-- Opening Marker --
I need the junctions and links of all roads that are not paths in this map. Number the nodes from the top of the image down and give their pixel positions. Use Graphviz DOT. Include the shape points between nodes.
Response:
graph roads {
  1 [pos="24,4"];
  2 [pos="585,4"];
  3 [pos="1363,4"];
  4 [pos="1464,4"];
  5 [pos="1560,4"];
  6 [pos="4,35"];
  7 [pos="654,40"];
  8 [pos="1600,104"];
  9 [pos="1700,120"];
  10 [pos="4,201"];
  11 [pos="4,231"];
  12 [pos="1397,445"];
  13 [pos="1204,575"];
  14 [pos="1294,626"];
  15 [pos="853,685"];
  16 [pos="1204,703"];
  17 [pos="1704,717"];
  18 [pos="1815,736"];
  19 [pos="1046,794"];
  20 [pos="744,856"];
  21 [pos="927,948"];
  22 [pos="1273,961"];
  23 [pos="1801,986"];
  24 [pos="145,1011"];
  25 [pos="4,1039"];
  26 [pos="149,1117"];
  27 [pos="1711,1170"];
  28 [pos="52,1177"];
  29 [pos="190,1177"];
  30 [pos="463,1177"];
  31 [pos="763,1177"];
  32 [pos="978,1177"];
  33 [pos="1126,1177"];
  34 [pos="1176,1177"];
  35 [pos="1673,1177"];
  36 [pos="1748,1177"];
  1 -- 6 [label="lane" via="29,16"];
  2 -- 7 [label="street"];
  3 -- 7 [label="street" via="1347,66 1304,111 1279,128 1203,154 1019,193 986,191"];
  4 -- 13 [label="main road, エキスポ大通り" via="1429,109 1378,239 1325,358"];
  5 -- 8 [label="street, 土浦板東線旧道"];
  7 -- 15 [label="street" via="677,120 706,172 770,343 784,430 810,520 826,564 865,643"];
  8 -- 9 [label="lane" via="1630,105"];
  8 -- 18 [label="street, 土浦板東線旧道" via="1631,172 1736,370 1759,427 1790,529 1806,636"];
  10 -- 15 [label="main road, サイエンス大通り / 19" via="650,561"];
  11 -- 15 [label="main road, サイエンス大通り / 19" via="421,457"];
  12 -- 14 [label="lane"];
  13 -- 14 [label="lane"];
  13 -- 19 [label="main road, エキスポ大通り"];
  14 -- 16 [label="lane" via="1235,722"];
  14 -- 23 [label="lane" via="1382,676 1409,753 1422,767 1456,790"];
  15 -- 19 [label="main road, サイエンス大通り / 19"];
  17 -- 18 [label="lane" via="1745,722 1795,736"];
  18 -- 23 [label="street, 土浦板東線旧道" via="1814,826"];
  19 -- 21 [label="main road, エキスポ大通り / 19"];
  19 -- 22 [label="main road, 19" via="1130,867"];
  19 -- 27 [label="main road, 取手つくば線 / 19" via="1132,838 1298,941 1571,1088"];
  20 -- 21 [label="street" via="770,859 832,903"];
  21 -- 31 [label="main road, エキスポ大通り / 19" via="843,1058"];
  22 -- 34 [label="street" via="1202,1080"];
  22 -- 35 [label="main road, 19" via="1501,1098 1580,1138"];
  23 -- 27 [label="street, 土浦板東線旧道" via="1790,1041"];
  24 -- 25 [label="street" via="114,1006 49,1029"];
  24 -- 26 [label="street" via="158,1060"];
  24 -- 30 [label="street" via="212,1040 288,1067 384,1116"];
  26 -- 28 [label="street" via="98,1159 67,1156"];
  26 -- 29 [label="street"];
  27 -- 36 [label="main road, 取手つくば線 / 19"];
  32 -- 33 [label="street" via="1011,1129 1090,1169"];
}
-- Closing Marker --
◆ **About this task**: The material should be transcribed exactly, every line included.

◆ **Result below**:
I need the junctions and links of all roads that are not paths in this map. Number the nodes from the top of the image down and give their pixel positions. Use Graphviz DOT. Include the shape points between nodes.
Response:
graph roads {
  1 [pos="24,4"];
  2 [pos="585,4"];
  3 [pos="1363,4"];
  4 [pos="1464,4"];
  5 [pos="1560,4"];
  6 [pos="4,35"];
  7 [pos="654,40"];
  8 [pos="1600,104"];
  9 [pos="1700,120"];
  10 [pos="4,201"];
  11 [pos="4,231"];
  12 [pos="1397,445"];
  13 [pos="1204,575"];
  14 [pos="1294,626"];
  15 [pos="853,685"];
  16 [pos="1204,703"];
  17 [pos="1704,717"];
  18 [pos="1815,736"];
  19 [pos="1046,794"];
  20 [pos="744,856"];
  21 [pos="927,948"];
  22 [pos="1273,961"];
  23 [pos="1801,986"];
  24 [pos="145,1011"];
  25 [pos="4,1039"];
  26 [pos="149,1117"];
  27 [pos="1711,1170"];
  28 [pos="52,1177"];
  29 [pos="190,1177"];
  30 [pos="463,1177"];
  31 [pos="763,1177"];
  32 [pos="978,1177"];
  33 [pos="1126,1177"];
  34 [pos="1176,1177"];
  35 [pos="1673,1177"];
  36 [pos="1748,1177"];
  1 -- 6 [label="lane" via="29,16"];
  2 -- 7 [label="street"];
  3 -- 7 [label="street" via="1347,66 1304,111 1279,128 1203,154 1019,193 986,191"];
  4 -- 13 [label="main road, エキスポ大通り" via="1429,109 1378,239 1325,358"];
  5 -- 8 [label="street, 土浦板東線旧道"];
  7 -- 15 [label="street" via="677,120 706,172 770,343 784,430 810,520 826,564 865,643"];
  8 -- 9 [label="lane" via="1630,105"];
  8 -- 18 [label="street, 土浦板東線旧道" via="1631,172 1736,370 1759,427 1790,529 1806,636"];
  10 -- 15 [label="main road, サイエンス大通り / 19" via="650,561"];
  11 -- 15 [label="main road, サイエンス大通り / 19" via="421,457"];
  12 -- 14 [label="lane"];
  13 -- 14 [label="lane"];
  13 -- 19 [label="main road, エキスポ大通り"];
  14 -- 16 [label="lane" via="1235,722"];
  14 -- 23 [label="lane" via="1382,676 1409,753 1422,767 1456,790"];
  15 -- 19 [label="main road, サイエンス大通り / 19"];
  17 -- 18 [label="lane" via="1745,722 1795,736"];
  18 -- 23 [label="street, 土浦板東線旧道" via="1814,826"];
  19 -- 21 [label="main road, エキスポ大通り / 19"];
  19 -- 22 [label="main road, 19" via="1130,867"];
  19 -- 27 [label="main road, 取手つくば線 / 19" via="1132,838 1298,941 1571,1088"];
  20 -- 21 [label="street" via="770,859 832,903"];
  21 -- 31 [label="main road, エキスポ大通り / 19" via="843,1058"];
  22 -- 34 [label="street" via="1202,1080"];
  22 -- 35 [label="main road, 19" via="1501,1098 1580,1138"];
  23 -- 27 [label="street, 土浦板東線旧道" via="1790,1041"];
  24 -- 25 [label="street" via="114,1006 49,1029"];
  24 -- 26 [label="street" via="158,1060"];
  24 -- 30 [label="street" via="212,1040 288,1067 384,1116"];
  26 -- 28 [label="street" via="98,1159 67,1156"];
  26 -- 29 [label="street"];
  27 -- 36 [label="main road, 取手つくば線 / 19"];
  32 -- 33 [label="street" via="1011,1129 1090,1169"];
}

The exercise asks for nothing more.